[PATCH v2 2/4] On Discard either do Reset WP or Write Same

From: Shaun Tancheff
Date: Mon Aug 22 2016 - 00:32:34 EST


Based on the type of zone either perform a Reset WP
for Sequential zones or a Write Same for Conventional zones.

Also detect and handle the runt zone, if there is one.

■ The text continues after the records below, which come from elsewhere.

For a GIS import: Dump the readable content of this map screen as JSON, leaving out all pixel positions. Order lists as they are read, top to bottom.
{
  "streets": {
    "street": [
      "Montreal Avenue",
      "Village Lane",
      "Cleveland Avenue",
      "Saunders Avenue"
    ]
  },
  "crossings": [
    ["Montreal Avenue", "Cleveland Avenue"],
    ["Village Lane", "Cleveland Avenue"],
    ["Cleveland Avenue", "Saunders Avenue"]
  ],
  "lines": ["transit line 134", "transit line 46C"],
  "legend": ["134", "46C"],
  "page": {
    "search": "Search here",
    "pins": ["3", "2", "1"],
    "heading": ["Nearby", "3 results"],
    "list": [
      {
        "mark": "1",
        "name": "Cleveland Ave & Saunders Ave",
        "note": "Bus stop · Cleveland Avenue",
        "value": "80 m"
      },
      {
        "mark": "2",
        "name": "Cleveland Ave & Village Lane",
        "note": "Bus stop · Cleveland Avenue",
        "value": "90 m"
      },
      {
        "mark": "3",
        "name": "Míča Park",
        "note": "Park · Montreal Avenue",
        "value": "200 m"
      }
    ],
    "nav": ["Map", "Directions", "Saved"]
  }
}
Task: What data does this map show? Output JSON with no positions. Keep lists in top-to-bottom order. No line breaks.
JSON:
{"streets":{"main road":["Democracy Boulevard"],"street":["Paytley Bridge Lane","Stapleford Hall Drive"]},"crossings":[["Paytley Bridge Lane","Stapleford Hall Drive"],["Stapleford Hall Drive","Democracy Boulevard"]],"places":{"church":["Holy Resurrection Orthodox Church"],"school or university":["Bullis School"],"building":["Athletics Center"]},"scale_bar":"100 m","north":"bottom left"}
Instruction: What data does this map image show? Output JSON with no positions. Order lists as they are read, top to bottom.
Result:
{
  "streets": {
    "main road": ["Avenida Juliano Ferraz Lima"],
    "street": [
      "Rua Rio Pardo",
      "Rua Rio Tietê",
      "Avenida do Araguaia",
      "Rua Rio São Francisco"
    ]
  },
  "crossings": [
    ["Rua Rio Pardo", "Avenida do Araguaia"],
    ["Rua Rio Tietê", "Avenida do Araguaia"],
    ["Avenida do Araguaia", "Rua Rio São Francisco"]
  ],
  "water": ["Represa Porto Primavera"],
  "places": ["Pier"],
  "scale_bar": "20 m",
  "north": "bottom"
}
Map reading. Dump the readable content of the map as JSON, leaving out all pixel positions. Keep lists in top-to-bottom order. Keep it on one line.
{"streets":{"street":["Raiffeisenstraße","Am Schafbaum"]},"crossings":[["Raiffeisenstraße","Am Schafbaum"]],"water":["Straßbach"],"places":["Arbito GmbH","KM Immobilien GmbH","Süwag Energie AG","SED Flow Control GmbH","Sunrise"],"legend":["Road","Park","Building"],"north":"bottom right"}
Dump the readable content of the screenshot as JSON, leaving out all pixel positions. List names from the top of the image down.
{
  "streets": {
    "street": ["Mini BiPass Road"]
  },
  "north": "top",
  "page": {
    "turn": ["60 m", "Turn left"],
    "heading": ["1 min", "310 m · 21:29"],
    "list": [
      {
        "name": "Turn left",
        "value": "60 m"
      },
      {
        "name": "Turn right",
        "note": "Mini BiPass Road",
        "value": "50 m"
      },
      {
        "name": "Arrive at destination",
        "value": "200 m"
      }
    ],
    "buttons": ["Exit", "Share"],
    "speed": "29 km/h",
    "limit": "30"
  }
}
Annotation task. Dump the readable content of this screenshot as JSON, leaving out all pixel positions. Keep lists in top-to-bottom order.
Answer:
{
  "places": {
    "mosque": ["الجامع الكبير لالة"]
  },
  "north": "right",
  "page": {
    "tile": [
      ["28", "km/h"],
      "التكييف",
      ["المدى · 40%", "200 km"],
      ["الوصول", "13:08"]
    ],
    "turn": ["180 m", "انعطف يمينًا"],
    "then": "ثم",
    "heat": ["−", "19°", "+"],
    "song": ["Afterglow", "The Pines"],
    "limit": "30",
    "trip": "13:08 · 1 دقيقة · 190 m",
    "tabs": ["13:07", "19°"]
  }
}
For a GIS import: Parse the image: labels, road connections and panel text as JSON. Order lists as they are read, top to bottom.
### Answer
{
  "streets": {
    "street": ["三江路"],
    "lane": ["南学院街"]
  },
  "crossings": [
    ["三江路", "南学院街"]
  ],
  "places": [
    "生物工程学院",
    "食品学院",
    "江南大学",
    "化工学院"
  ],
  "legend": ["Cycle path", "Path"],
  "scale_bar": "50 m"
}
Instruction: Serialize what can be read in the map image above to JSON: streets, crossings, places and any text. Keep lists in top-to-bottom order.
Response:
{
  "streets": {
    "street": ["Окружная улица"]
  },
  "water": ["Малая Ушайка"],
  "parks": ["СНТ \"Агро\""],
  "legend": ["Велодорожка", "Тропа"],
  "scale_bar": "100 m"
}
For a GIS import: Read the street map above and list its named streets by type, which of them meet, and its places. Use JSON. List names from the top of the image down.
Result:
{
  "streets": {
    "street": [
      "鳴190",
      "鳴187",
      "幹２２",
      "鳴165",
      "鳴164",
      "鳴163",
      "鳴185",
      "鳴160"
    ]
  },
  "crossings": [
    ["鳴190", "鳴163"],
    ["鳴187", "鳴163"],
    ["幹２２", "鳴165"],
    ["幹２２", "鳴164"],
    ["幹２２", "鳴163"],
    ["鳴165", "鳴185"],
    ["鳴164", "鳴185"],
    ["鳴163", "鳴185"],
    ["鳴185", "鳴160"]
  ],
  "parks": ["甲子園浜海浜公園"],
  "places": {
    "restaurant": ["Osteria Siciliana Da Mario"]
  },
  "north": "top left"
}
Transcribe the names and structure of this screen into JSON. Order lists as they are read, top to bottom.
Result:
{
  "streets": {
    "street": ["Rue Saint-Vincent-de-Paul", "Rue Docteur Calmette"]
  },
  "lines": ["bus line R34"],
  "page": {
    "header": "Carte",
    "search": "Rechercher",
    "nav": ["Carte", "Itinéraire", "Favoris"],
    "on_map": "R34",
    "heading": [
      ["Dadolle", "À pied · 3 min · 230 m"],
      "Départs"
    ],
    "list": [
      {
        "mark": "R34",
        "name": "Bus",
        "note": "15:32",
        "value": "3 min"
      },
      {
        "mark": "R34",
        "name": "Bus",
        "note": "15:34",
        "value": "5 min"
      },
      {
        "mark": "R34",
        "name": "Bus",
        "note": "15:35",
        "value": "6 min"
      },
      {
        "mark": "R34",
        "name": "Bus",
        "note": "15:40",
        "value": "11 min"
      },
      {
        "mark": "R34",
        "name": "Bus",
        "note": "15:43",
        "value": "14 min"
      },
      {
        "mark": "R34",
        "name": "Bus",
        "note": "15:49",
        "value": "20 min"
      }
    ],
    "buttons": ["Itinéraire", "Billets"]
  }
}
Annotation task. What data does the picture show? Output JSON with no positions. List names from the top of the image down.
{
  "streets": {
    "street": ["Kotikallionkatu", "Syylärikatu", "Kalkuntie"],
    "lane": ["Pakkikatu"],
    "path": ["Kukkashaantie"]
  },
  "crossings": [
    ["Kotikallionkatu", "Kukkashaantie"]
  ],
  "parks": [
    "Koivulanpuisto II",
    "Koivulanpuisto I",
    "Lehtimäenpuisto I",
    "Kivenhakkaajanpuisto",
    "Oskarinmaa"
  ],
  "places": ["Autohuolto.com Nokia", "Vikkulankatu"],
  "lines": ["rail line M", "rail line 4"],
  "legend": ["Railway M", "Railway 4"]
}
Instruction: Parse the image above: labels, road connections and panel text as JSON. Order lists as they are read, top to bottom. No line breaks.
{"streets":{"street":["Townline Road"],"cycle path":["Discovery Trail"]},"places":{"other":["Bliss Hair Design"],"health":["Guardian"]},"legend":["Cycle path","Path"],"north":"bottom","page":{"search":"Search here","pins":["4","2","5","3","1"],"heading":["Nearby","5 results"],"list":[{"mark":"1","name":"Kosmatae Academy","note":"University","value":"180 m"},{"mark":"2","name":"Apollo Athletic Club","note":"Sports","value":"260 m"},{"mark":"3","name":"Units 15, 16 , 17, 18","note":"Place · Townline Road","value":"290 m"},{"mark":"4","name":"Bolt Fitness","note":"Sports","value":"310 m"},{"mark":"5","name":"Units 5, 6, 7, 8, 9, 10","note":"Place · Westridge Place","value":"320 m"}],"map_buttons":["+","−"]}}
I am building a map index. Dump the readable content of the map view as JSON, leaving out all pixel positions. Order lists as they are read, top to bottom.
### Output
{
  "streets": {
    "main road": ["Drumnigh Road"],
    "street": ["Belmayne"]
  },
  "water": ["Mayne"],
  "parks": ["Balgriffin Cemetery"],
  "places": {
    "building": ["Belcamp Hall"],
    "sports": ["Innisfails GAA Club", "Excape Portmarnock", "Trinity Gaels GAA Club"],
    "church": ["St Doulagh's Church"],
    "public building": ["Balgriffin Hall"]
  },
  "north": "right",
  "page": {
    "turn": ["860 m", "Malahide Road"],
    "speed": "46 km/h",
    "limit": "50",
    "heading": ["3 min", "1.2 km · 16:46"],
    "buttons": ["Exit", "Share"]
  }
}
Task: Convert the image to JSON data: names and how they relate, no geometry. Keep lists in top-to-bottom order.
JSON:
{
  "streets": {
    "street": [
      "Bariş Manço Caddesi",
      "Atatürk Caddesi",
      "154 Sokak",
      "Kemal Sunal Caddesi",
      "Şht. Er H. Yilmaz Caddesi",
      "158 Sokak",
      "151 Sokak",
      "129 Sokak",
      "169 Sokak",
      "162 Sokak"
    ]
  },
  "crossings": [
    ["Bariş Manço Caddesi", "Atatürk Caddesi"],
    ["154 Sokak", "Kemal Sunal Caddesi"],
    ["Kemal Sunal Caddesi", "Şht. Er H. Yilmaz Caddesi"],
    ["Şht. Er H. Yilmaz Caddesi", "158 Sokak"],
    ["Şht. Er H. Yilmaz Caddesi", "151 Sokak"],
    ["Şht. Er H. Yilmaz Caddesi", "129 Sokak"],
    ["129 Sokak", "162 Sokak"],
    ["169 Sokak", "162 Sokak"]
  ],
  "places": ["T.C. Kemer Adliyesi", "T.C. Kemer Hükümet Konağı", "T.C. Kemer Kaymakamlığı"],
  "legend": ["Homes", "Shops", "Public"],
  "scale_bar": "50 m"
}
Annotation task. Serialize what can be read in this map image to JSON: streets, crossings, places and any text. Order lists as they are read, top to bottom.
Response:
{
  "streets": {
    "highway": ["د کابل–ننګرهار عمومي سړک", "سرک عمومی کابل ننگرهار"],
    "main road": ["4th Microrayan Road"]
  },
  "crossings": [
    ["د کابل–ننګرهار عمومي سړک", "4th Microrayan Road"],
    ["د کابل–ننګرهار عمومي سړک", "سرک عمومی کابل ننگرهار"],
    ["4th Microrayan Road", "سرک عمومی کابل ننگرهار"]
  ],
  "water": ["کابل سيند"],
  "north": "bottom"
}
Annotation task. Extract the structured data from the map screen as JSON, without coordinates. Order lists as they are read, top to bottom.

One additional check is added to error on discard requests
that do not include all the active data in zone.
By way of example when the WP indicates that 2000 blocks
in the zone are in use and the discard indicated 1000 blocks
can be unmapped the discard should fail as a Reset WP will
unmap all the 2000 blocks in the zone.

Signed-off-by: Shaun Tancheff <shaun.tancheff@xxxxxxxxxxx>
---
drivers/scsi/sd.c | 45 ++++++-----------
drivers/scsi/sd.h | 9 ++--
drivers/scsi/sd_zbc.c | 135 +++++++++++++++++++++++++++++++++++---------------
3 files changed, 114 insertions(+), 75 deletions(-)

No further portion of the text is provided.